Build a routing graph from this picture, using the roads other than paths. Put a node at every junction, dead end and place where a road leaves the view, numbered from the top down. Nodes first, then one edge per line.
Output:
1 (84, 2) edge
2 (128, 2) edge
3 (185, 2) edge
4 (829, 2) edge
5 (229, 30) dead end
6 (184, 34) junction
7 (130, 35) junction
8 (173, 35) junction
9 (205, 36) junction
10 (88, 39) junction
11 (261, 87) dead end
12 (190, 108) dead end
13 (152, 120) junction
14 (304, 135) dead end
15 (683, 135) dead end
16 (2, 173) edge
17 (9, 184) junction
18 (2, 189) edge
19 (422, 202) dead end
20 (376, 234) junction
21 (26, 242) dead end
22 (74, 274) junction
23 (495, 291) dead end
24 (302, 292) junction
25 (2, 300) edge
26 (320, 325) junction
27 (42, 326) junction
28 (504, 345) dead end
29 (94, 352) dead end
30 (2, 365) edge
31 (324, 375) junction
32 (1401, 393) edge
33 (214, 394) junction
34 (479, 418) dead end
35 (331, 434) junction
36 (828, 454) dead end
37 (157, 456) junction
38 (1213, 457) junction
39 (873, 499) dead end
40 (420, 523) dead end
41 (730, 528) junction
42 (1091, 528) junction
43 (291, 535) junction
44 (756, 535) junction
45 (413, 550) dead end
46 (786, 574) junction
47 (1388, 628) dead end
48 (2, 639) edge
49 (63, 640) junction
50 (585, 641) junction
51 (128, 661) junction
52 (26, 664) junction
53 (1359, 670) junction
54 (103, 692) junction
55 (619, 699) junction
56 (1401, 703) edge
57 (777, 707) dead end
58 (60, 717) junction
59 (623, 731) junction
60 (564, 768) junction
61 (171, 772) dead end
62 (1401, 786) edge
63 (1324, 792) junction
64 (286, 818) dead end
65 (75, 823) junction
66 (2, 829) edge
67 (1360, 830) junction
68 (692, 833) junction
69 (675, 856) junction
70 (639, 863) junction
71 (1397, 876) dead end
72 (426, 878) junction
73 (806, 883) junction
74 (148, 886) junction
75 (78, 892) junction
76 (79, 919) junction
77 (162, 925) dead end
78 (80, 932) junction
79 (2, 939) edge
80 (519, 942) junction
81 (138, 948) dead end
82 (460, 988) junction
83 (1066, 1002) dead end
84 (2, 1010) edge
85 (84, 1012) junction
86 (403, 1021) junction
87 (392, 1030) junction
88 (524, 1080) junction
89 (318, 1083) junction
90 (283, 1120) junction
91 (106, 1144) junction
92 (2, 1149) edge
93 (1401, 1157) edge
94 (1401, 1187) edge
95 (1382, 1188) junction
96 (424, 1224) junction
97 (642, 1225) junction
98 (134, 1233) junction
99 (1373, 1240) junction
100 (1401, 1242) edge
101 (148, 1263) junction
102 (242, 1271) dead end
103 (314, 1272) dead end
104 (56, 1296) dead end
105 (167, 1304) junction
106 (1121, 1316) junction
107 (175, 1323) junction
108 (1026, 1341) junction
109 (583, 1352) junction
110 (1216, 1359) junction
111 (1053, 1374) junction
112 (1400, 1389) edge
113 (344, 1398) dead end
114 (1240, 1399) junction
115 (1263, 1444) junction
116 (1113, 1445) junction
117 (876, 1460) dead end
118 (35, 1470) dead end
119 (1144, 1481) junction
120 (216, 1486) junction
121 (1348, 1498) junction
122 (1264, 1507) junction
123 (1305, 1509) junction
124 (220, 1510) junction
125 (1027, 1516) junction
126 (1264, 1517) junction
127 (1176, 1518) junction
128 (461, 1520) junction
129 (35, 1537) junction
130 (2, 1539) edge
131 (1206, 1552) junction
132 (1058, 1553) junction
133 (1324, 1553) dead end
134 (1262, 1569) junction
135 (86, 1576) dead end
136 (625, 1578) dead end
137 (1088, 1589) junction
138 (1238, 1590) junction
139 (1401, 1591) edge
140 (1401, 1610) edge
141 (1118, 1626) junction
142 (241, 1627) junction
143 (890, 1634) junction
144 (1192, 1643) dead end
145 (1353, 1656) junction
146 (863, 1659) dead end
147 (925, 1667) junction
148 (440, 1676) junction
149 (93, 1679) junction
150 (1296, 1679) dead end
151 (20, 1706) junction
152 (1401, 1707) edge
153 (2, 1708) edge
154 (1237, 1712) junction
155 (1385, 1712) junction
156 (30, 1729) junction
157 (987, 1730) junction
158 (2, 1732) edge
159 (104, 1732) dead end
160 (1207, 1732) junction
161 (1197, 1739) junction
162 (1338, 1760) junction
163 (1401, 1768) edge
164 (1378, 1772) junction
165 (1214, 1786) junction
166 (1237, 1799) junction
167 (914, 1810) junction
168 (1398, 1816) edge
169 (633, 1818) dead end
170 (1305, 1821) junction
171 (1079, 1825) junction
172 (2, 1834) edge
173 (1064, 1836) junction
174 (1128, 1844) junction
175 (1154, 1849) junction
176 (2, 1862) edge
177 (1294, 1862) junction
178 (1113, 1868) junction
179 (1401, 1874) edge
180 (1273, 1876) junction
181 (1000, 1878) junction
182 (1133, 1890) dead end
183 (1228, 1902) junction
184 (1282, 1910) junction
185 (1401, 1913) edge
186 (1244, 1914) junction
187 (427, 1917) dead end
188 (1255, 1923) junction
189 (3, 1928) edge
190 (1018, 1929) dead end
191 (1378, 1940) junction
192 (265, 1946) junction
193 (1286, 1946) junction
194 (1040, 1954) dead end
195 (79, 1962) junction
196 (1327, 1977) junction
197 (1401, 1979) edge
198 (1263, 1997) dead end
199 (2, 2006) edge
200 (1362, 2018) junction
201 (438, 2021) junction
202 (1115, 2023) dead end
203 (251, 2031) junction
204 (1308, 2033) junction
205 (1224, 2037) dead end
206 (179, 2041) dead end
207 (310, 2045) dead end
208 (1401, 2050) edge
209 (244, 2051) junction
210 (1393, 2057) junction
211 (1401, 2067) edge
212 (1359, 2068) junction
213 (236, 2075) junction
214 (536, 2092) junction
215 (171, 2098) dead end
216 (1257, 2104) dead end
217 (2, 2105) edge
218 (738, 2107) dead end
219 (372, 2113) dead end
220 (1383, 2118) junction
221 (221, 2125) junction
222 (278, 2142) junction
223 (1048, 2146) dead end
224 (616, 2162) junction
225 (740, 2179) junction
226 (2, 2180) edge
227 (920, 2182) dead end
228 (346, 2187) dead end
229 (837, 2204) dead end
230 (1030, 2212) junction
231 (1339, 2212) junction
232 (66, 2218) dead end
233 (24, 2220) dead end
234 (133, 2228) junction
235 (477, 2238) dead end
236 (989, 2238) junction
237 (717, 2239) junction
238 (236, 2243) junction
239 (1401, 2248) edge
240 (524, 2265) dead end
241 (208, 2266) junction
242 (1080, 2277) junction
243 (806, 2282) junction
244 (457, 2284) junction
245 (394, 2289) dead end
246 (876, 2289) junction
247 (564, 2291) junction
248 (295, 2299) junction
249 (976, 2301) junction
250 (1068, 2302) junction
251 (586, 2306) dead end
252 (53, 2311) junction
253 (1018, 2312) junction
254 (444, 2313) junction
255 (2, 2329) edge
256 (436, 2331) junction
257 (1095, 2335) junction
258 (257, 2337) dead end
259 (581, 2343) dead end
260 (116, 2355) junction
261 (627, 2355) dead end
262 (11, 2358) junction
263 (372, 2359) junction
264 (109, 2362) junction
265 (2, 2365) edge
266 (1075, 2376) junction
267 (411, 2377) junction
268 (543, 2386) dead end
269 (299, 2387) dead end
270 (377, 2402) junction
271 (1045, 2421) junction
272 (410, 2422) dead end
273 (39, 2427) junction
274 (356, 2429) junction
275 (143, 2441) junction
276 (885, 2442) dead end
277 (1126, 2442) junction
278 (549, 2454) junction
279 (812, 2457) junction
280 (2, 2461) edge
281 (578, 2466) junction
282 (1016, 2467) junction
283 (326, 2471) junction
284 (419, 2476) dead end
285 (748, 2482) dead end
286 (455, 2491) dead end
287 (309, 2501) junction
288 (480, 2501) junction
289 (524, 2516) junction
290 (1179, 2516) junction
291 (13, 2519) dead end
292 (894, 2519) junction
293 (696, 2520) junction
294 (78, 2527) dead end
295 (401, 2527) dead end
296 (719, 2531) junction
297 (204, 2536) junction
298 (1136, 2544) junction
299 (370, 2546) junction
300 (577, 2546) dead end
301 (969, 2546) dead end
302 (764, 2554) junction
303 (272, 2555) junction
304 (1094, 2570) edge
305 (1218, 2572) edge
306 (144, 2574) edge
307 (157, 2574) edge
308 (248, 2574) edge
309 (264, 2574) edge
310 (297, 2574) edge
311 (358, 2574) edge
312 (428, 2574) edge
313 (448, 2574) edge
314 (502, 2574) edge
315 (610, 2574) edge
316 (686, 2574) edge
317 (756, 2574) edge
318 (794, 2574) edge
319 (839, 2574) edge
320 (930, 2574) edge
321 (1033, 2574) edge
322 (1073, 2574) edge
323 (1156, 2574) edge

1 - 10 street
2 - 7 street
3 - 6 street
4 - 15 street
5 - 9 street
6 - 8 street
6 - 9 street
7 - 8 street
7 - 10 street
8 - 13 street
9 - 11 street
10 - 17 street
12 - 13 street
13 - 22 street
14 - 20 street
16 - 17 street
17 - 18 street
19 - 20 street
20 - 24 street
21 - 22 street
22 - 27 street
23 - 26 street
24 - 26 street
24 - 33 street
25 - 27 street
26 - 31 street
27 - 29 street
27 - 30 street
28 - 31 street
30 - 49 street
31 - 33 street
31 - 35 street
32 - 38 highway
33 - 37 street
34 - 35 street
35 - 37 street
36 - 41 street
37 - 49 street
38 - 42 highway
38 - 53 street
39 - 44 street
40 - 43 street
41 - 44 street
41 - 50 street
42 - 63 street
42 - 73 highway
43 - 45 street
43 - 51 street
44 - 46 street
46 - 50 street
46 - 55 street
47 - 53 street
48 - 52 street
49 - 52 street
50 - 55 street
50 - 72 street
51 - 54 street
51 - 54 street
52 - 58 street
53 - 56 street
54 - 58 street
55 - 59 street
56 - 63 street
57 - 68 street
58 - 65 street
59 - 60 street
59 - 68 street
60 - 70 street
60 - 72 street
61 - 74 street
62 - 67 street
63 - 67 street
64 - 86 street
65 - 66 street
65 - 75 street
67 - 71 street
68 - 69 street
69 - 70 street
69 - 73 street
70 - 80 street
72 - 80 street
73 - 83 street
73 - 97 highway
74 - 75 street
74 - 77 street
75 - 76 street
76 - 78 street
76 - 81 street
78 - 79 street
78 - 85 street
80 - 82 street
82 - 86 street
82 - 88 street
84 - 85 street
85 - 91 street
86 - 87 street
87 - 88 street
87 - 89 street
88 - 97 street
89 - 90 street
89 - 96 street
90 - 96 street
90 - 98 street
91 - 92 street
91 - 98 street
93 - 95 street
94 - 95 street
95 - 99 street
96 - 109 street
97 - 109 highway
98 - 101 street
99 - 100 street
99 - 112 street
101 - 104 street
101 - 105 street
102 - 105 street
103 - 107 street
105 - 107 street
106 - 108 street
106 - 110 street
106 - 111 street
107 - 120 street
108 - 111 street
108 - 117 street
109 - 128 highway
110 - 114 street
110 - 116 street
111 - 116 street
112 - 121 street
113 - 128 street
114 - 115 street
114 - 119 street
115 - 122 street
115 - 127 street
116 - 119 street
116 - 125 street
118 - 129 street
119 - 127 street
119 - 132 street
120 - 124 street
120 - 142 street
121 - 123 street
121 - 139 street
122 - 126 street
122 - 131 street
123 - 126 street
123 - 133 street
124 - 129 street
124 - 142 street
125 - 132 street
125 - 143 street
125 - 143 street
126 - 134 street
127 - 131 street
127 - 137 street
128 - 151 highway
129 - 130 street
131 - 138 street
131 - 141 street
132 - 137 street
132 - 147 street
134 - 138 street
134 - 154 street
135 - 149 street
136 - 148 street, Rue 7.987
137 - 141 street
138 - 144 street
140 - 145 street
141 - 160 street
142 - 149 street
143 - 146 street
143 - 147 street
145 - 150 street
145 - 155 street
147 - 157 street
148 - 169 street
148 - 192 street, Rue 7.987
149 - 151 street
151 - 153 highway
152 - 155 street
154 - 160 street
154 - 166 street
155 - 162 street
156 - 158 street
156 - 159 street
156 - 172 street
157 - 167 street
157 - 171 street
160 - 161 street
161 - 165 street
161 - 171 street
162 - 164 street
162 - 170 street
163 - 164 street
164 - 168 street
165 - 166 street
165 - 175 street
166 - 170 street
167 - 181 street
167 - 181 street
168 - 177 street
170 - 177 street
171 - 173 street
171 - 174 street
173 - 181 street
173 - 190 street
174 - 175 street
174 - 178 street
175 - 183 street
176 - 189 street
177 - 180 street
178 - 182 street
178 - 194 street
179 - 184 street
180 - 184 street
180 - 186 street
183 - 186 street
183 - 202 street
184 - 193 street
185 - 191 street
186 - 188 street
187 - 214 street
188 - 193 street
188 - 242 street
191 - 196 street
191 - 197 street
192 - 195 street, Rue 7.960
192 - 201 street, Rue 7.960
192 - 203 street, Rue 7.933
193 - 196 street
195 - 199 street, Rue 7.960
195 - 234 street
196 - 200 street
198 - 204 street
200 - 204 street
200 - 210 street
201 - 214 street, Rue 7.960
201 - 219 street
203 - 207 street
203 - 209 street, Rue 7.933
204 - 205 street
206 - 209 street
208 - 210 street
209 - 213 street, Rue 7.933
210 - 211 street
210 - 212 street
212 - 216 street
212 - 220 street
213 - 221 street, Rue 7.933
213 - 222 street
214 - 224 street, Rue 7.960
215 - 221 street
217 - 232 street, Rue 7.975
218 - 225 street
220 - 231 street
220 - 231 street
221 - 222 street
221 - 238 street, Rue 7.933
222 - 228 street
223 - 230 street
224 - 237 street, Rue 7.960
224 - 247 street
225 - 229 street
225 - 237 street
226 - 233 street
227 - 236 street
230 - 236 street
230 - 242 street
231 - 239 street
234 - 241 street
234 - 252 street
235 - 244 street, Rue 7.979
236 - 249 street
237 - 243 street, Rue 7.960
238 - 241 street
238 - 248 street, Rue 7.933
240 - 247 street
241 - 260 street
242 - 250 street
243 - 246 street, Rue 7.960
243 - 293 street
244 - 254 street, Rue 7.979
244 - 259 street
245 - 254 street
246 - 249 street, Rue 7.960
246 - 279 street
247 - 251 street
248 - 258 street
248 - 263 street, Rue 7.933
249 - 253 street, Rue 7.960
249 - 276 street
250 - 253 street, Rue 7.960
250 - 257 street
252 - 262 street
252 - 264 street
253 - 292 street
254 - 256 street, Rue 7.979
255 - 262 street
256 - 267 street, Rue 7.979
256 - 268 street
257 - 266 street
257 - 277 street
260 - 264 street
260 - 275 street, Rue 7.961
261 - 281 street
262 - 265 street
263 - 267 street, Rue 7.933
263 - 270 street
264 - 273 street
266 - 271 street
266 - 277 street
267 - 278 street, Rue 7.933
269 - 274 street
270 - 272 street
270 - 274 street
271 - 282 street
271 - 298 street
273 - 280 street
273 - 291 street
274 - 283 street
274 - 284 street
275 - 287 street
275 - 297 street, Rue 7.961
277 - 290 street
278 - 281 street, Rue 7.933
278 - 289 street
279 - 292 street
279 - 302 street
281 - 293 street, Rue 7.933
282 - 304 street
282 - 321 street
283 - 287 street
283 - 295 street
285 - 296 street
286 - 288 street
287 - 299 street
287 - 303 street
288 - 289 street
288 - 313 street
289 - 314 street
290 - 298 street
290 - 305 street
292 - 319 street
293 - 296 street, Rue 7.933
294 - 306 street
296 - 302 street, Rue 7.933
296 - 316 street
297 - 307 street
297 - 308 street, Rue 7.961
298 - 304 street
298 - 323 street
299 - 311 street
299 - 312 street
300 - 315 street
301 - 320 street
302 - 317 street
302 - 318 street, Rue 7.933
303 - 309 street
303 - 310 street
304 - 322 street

——————————

## Your goal
Work through the data and count each line holding the string "highway". Give only that count.

## Task solution
8